With SIDS, however, that response may not kick in, perhaps because of the altered brain receptor. If an infant is unable to restore their breathing and heart rate, that can hinder blood flow and oxygen supply.
A range of theories about SIDS
The Boston-based research group behind the new study has been investigating the relationship between SIDS and serotonin for about three decades, and has published multiple papers based on various analyses of the same brain tissue samples.
Those samples are some of the only ones available to SIDS researchers.
But that small sample size makes it hard to draw strong inferences about potential causes or risk factors, according to Dr Jose Javier Otero, director of neuropathology at The Ohio State University College of Medicine.
“It’s almost, from a scientific standpoint, courageous to attempt to even try to make a conclusion,” Otero said.
Still, researchers have long suspected that serotonin plays some role in SIDS, given its association with breathing.
“It makes total sense that serotonin should be a key player,” said Dr Debra Weese-Mayer, chief of the pediatric autonomic medicine division at Lurie Children’s Hospital of Chicago.
“The question is: Is it the only player?”
It’s likely that genetics also affects an infant’s vulnerability to SIDS, though scientists aren’t sure in what capacity, Weese-Mayer said.
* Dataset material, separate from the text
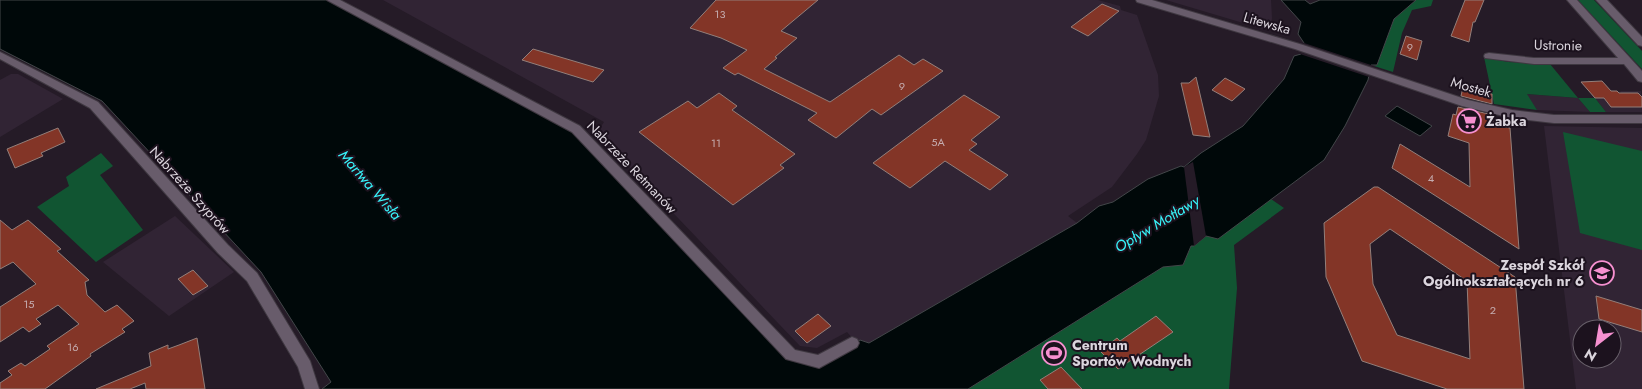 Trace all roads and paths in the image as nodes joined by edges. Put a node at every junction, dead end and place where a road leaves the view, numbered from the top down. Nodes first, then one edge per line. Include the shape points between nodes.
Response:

Another factor may be infections that infants contract early in life, according to Dr Michelle Caraballo, a pediatric pulmonologist at Children’s Health in North Texas and an assistant professor at UT Southwestern.
“Rates of SIDS are highest in the winter. That’s also when we see the highest rates of viral infections in babies,” she said.
How parents can lower their baby’s risk
No tests exist to reveal whether a baby has an underlying predisposition to SIDS — and since no causes have been confirmed, there are no treatments to lower an infant’s risk.
But Haynes said researchers haven’t given up on that prospect.
“Once you identify an infant with a particular abnormality, the goal one day is to have a preventative therapy, but what that looks like yet we can’t say,” she said.
There are still ways to protect against SIDS, however.
The CDC recommends that parents place sleeping babies on their backs at all times.
A baby’s sleep area should be firm, flat and free of soft toys and bedding such as blankets, pillows and bumper pads. Parents shouldn’t cover their baby’s head during sleep time, and babies should ideally sleep in the same room as their parents until they’re at least six months old.
The American Academy of Pediatrics also suggests giving babies a pacifier at nap time and bedtime once they’re comfortable breastfeeding.
Breastfeeding has been shown to lower the risk of SIDS, while using alcohol or tobacco while pregnant can raise the risk.
“We do want people to follow the safe sleep guidelines as much as possible,” Caraballo said.
“The really scary thing is that it is possible to do everything right and the baby still to die. At the end of the day, we don’t know the exact cause of death in the majority of cases.”